Image credits: Kate Gabrielle / CC BY 2.0; kate gabrielle / CC BY 2.0
I sometimes wonder whether this same ever-present sense of misfortune and calamity that seemed to underpin Bogarde’s abilities as a performer also informed the way he carried himself in his clothing. There’s no denying that Bogarde looked fantastic in just about everything he wore, whether it be one of the many clean-cut military uniforms he donned throughout his career, a more outre choice like the leather trousers and cowboy hat he wore in The Singer Not the Song (1961), or the louche tailoring and silken accessories he seemed to prefer above all. Looking at old photographs of Bogarde — typically dressed to the nines and inevitably framed by a puff of cigarette smoke — it can be difficult to parse the nature of his facial expressions. The same is true of his performances on screen. With an uncertain smile or melancholy stare, he had a habit of seeming miles away, preoccupied with some deeper, more significant concern. It’s a quality that made him a great actor and, I would argue, a similarly compelling dresser. His clothes always looked great, but they were never really the point.

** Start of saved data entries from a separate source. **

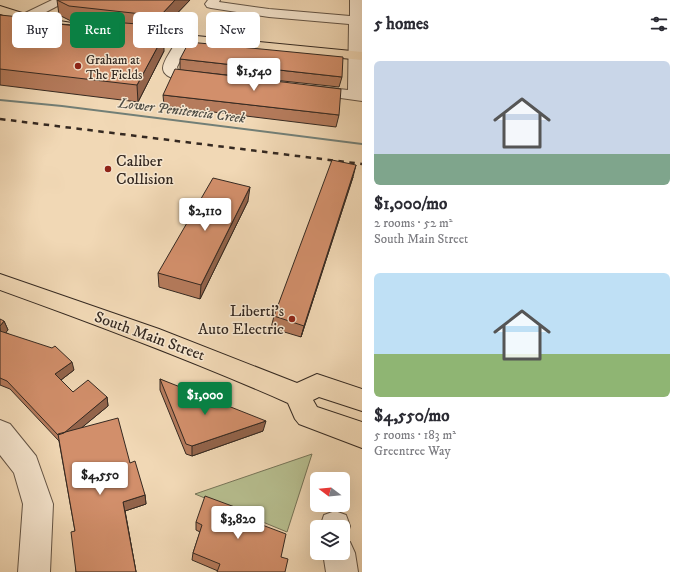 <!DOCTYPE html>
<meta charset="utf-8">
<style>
body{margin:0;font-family:"IM FELL DW Pica",serif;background:#f2f2f3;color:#2b2b33;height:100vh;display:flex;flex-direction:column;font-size:15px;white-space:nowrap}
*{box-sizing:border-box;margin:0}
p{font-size:13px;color:#7c7c81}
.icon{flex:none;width:22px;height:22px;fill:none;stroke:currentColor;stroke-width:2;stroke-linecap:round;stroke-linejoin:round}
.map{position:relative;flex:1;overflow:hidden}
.side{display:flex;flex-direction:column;background:#fff;width:320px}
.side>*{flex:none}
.guide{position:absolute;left:12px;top:12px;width:290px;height:36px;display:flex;gap:8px}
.needle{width:26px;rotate:286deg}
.buttons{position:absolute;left:310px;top:472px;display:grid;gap:8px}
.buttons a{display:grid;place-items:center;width:40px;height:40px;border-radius:6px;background:#fff;box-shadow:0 4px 16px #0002;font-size:20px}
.price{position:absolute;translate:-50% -34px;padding:0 9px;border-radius:4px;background:#fff;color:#222;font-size:13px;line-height:26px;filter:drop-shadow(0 1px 2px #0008)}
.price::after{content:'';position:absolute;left:50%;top:24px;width:12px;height:9px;margin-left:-6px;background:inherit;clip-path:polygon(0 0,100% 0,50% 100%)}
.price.selected{background:#0b8043;color:#fff}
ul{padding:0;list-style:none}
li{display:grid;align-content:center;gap:8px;height:212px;padding:0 12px}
li span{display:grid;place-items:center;height:124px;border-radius:6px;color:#555}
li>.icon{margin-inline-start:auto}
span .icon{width:72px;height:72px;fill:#fffc;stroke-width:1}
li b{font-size:17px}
h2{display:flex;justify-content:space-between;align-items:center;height:48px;padding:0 12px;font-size:17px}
.pill{padding:0 14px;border-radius:6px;background:#fff;box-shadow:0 4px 16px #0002;font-size:14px;line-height:36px}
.pill.selected{background:#0b8043;color:#fff}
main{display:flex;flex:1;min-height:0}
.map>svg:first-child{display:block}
.green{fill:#b7bf90;stroke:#767458}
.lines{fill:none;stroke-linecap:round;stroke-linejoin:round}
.stream{fill:#727f77;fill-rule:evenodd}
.minor-casing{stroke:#645546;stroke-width:2}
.major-casing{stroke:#352921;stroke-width:2}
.minor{fill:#f6e6cf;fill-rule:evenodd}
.major{fill:#f1d8b5;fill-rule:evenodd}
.rail{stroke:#352921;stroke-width:2.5;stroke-dasharray:5.5 5.5;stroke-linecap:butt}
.wall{fill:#b57b5c;stroke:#352921}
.shaded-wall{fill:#93644b;stroke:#352921}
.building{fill:#d28f6b;stroke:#352921}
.poi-dot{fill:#8f2418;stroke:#f6e6cf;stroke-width:1.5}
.labels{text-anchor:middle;stroke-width:3;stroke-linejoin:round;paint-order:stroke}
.far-poi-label{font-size:13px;fill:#352921;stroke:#f6e6cf;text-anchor:start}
.far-water-label{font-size:14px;font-style:italic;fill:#4e4d45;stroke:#f6e6cf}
.poi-label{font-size:16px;fill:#352921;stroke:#f6e6cf;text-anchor:start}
.street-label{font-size:16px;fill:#352921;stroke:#f6e6cf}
</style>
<main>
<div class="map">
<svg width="362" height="572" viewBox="0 0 362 572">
<rect width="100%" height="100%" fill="#f1d8b5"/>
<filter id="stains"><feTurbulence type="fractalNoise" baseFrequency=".005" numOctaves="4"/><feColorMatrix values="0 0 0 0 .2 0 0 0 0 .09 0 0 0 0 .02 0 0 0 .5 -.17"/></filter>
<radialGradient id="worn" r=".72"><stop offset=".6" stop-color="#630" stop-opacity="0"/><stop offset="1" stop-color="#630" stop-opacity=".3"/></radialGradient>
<path class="green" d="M312,454L287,532L195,494Z"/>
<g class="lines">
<path class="stream" d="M0,99L62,105L362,143V145L62,107L0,101Z"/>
<defs>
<path id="minor" d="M52,0H67L65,2L29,21H21L19,18L21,15Z
M208,0H220L219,2L269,9L350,16V0H362V101L312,94L307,93L305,90L307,87L312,86L348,90L349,24L269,17L211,8L207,7L205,4Z
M182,39L187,40L189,43L177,67L178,70L183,72L207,75L209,78L207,81C198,83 163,82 163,68C163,61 172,50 175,43L177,40Z
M0,420L10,424L36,456L53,504L50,572H18L23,504L14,473L0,455Z
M335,511L346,515L350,526L346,538L343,539L350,542L355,553L358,572H326L323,553H343V527H320L324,515Z"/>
<path id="major" d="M0,6L35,17L78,24L80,27L78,30L74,31L33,24L0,14Z
M134,30L362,52V60L129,37L128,34L129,31Z
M0,274L159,329L297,383L317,374L362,389V411L319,397L313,400L317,407L362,422V448L299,424L295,419L288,403C193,361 97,325 0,290Z"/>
</defs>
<use href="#minor" class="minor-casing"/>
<use href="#major" class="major-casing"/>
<use href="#minor" class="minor"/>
<use href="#major" class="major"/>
<path class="rail" d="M0,119L362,164"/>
</g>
<path class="wall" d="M57,0H190L160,31L150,30V34L164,51L138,102L0,85V15L21,20L101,28L100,24L71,21L59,15Z
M180,59L342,77L339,87L180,70Z
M163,95L339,115L336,127L164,106Z
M353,177L301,337L271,328L274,316Z
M248,201L200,299L159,287L158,273Z
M4,321L8,330L5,332L74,370L61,380L73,392L107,397L108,406L81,428L130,463L145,495L146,504L125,511L136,572H76L75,531L59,441L10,389L0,385V326Z
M160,379L263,431L192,456L186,454L160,390Z
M251,513L218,571L192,560L193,553L200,532L196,530V522Z"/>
<path class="shaded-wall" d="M175,0H190L160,31V16Z
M150,25V41L142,33Z
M164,35V51L138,102L137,85Z
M356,165L353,177L301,337L304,326Z
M250,187L248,201L200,299L201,285Z
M4,321L8,330L1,338L0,326Z
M72,362L74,370L57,383L55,374Z
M107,397L108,406L62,444L59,436Z
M266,421L263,431L192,456V446Z
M145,495L146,504L125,511L136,572H135L123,502Z"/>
<path class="building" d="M57,0H175L160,16L69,6Z
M0,15L20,17L18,20L118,30L100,21L150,25L142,33L164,35L137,85L0,69Z
M189,42L343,57L342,77L180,59Z
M175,69L341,89L339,115L163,95Z
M332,160L356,165L304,326L274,316Z
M213,178L250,187L201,285L158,273Z
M0,319L4,321L0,326Z
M0,331L52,348L55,346L72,362L55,374L73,392L88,380L107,397L64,433L58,435L7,381L0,378Z
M160,379L266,421L192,446L186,444Z
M118,418L130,463L135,461L145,495L123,502L136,572H76L71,532L75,531L58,434Z
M205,496L251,513L249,520L286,534L281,557L288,559L285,572H217L220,564L193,553L202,525L196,522Z"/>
<g class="poi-dot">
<circle cx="78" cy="66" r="4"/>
<circle cx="108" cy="169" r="4"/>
<circle cx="292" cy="319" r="4"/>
</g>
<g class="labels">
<g class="far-poi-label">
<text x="86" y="64">Graham at<tspan x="86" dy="15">The Fields</tspan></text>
</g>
<g class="far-water-label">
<text transform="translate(182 110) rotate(7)" y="5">Lower Penitencia Creek</text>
</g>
<g class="poi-label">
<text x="116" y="166">Caliber<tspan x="116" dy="18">Collision</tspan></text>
<text x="284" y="316" text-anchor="end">Liberti's<tspan x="284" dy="18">Auto Electric</tspan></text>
</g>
<g class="street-label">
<text transform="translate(150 335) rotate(20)" y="6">South Main Street</text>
</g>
</g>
<rect width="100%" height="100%" filter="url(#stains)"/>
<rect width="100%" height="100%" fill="url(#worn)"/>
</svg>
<div class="buttons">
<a><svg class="needle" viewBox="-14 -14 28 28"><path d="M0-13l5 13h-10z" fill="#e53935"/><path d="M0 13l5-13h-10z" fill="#7c7c81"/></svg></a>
<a><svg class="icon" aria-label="layers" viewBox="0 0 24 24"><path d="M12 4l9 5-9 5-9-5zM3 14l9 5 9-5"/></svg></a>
</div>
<b class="price" style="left:254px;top:92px">$1,540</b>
<b class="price" style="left:205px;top:232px">$2,110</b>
<b class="price selected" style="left:205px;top:416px">$1,000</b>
<b class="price" style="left:100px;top:496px">$4,550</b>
<b class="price" style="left:238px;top:540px">$3,820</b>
<div class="guide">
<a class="pill">Buy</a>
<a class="pill selected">Rent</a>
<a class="pill">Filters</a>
<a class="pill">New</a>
</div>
</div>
<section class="side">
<h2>5 homes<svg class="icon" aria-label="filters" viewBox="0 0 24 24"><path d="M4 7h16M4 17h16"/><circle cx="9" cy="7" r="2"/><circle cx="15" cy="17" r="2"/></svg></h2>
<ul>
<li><span style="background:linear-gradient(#c9d6e8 75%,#7fa58c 0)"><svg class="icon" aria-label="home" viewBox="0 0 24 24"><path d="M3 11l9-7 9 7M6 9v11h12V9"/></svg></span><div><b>$1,000/mo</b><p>2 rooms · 52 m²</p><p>South Main Street</p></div></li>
<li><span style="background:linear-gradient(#bfe0f5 65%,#8fb573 0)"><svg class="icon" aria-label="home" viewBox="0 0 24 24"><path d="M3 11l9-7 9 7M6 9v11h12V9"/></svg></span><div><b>$4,550/mo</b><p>5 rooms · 183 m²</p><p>Greentree Way</p></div></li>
</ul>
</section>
</main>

It’s mysterious to me, both a fan of movies and menswear, why Bogarde isn’t more widely celebrated today. He was well-known in his own time and heralded as a style icon, including within the New Romantics scene during his twilight years where he boasted such eminent acolytes as Adam Ant and Morrissey. But Bogarde‘s name seems to have become less and less familiar in recent decades. Perhaps since he deliberately shied away from his early success as a matinee idol in favour of more challenging roles, he hasn’t enjoyed the same enduring fame as some of his similarly suave but more bankable contemporaries. It’s a pity, really, since we would do well to remember Bogarde and his thoughtful and attentive approach to clothing.
To that end, just north of a century after his birth, let’s once again celebrate Dirk Bogarde, a man who was always aware of the power and allure of clothing, all while keeping in mind the more important things in life.